• [About this task] Copy out each line containing "庄内北回り線" from the entries below.
+++ Data
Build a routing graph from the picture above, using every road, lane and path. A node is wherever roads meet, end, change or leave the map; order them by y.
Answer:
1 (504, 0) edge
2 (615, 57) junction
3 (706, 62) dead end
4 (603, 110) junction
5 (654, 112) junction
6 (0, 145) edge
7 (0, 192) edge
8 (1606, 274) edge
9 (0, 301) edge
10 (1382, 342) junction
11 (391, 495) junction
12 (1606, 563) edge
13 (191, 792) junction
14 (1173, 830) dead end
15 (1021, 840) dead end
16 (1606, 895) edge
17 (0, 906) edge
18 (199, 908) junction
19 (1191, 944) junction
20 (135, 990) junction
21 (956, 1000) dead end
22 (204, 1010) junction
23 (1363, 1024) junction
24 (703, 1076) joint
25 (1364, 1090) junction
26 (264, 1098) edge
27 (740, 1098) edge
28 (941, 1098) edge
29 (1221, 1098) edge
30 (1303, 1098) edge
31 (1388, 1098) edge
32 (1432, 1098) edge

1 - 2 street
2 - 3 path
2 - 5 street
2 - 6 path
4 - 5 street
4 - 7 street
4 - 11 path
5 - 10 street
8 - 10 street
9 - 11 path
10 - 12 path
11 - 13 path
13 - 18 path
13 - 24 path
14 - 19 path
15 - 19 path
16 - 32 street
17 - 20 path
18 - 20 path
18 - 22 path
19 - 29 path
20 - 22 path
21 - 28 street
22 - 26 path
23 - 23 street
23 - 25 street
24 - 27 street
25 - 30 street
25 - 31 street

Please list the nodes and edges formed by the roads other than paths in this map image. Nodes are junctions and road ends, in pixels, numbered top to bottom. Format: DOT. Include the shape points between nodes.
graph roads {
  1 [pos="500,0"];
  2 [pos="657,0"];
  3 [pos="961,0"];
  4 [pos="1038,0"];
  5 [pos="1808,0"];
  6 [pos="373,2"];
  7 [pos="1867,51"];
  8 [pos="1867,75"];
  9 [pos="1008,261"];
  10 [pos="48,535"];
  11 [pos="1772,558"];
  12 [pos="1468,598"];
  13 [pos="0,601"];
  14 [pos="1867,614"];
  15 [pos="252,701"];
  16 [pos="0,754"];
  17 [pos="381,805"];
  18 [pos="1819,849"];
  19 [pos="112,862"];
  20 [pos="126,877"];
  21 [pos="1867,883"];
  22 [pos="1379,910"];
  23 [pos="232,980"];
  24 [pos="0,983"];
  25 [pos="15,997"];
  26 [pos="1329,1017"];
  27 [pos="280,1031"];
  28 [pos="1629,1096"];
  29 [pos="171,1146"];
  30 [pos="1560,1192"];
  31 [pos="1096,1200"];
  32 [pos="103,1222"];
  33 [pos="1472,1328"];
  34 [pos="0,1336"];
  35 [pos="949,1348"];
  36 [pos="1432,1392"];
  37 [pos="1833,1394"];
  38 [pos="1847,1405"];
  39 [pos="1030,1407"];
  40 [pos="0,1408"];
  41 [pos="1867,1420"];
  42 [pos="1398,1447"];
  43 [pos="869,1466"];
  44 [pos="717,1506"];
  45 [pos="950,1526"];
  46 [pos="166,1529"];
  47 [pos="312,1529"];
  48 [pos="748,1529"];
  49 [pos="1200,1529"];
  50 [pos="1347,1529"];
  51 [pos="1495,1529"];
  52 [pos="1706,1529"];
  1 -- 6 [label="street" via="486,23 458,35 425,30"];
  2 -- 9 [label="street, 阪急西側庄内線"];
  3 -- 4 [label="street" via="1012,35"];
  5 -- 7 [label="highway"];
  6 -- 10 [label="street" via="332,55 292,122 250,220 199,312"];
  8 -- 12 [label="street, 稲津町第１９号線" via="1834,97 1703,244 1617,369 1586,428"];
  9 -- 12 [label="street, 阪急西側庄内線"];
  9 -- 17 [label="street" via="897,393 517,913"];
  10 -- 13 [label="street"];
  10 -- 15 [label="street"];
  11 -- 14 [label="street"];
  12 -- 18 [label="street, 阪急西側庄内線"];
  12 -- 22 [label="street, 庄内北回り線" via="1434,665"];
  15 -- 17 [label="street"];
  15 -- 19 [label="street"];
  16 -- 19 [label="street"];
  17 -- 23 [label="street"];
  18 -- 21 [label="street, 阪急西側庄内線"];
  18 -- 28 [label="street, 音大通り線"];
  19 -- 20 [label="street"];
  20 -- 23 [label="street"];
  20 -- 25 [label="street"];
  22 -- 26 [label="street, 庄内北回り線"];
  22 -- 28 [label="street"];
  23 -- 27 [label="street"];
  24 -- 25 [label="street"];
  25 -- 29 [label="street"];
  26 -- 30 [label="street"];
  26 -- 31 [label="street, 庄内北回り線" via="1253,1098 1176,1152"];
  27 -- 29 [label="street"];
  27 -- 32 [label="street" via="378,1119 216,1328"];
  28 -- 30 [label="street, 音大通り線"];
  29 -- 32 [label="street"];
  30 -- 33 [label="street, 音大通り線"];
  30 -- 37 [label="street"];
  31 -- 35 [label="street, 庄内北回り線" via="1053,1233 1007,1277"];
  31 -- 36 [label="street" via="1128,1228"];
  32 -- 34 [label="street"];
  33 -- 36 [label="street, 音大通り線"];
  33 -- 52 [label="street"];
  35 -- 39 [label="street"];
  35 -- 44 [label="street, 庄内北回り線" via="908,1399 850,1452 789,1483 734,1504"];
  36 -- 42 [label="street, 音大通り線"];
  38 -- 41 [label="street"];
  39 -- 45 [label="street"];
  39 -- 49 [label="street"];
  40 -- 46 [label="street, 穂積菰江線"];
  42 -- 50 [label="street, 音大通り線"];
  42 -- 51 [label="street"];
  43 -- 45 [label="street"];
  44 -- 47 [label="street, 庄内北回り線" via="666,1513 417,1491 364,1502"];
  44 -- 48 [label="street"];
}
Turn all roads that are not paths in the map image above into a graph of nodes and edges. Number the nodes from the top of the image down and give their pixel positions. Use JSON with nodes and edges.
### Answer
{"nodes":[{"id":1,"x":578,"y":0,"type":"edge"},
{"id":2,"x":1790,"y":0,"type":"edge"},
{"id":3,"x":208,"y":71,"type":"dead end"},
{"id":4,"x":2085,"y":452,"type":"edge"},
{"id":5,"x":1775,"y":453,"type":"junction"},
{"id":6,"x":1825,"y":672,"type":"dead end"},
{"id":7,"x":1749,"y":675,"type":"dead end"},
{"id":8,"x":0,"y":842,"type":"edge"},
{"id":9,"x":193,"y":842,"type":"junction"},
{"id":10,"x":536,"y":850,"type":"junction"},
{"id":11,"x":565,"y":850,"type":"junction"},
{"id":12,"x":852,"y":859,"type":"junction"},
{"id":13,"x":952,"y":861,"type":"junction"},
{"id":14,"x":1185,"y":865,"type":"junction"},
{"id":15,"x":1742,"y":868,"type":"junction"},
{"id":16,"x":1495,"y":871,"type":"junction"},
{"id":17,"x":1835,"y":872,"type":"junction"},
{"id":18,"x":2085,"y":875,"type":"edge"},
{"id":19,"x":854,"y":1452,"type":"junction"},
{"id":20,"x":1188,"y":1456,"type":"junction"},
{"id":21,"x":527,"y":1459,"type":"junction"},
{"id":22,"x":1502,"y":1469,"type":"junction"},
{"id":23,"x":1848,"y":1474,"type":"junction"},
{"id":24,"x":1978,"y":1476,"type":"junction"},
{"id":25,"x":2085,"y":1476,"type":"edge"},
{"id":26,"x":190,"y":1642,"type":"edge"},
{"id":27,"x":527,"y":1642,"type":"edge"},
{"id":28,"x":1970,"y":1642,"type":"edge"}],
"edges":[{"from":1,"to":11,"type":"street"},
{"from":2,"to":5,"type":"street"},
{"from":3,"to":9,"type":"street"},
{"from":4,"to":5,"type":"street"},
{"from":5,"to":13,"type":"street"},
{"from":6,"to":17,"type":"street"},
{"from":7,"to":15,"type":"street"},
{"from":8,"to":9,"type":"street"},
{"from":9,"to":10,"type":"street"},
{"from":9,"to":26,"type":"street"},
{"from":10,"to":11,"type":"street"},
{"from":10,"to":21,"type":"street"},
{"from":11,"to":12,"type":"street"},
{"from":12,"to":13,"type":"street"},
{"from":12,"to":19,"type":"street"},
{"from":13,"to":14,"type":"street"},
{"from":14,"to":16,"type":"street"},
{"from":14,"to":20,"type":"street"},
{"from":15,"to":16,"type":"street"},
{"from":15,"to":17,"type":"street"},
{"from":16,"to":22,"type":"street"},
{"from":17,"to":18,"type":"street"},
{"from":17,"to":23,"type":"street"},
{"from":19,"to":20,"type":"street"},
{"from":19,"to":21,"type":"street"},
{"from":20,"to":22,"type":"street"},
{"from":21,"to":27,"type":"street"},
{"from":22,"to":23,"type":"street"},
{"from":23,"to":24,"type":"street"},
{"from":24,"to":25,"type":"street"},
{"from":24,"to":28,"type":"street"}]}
++++++
• [Response to this task]
  12 -- 22 [label="street, 庄内北回り線" via="1434,665"];
  22 -- 26 [label="street, 庄内北回り線"];
  26 -- 31 [label="street, 庄内北回り線" via="1253,1098 1176,1152"];
  31 -- 35 [label="street, 庄内北回り線" via="1053,1233 1007,1277"];
  35 -- 44 [label="street, 庄内北回り線" via="908,1399 850,1452 789,1483 734,1504"];
  44 -- 47 [label="street, 庄内北回り線" via="666,1513 417,1491 364,1502"];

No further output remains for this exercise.